WHAT YOU ARE ASKED TO DO: Copy nothing but the lines below running from the line containing "middle pip: (427, 159)" through the line containing "ring dip: (414, 173)", both end lines included.

Saved data entries:
· · · · ·
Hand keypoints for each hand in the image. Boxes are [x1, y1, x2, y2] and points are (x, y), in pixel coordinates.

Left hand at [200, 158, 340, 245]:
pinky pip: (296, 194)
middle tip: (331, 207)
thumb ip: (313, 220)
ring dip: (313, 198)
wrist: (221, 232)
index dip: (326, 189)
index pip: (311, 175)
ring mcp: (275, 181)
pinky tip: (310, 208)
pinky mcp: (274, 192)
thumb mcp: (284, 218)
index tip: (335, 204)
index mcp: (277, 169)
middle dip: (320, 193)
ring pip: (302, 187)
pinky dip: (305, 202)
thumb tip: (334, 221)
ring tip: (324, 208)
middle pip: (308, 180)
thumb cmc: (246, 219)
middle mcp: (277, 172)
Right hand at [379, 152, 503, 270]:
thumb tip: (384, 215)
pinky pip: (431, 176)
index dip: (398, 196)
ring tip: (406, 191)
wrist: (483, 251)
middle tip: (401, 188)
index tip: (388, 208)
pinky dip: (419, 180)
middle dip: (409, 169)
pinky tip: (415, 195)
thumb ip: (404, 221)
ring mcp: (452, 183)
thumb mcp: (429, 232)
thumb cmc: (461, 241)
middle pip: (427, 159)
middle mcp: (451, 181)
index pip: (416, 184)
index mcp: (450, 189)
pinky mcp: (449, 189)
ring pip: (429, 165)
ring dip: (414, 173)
· · · · ·
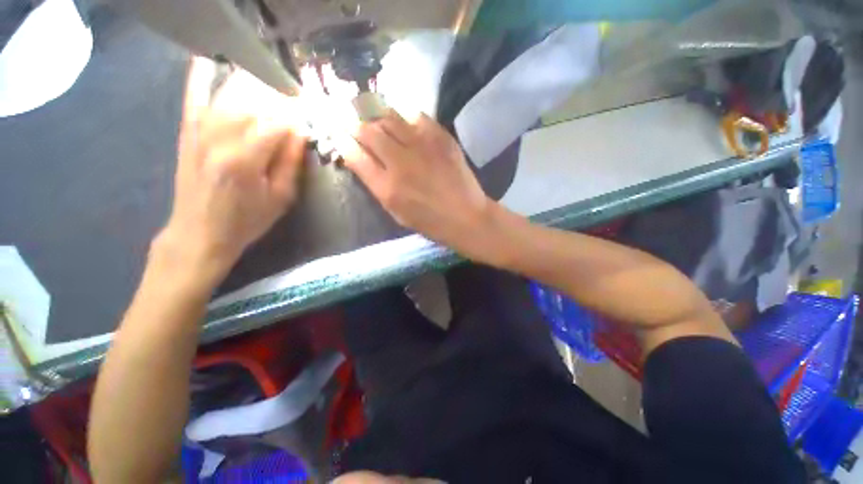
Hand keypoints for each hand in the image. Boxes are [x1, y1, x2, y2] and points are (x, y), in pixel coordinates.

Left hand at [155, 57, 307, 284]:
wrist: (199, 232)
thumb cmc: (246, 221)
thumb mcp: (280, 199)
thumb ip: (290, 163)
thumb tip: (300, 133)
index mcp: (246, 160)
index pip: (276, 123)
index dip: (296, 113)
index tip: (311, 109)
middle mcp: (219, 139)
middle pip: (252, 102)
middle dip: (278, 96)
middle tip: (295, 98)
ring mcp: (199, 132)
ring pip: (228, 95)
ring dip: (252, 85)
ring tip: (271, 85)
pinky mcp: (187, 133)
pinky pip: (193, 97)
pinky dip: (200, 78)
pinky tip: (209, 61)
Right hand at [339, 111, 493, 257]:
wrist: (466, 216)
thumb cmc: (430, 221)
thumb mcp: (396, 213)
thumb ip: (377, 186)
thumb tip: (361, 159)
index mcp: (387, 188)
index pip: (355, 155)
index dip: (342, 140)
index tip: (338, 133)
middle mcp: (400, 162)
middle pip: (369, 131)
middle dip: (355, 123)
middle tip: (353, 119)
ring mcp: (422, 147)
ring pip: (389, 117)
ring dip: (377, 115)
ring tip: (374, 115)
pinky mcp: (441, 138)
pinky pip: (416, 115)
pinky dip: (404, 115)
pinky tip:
· · · · ·
EXERCISE RESULT:
middle pip: (427, 159)
middle mcp: (451, 181)
index pip: (416, 184)
index mcp: (450, 189)
pinky mcp: (449, 189)
ring pip: (429, 165)
ring dip: (414, 173)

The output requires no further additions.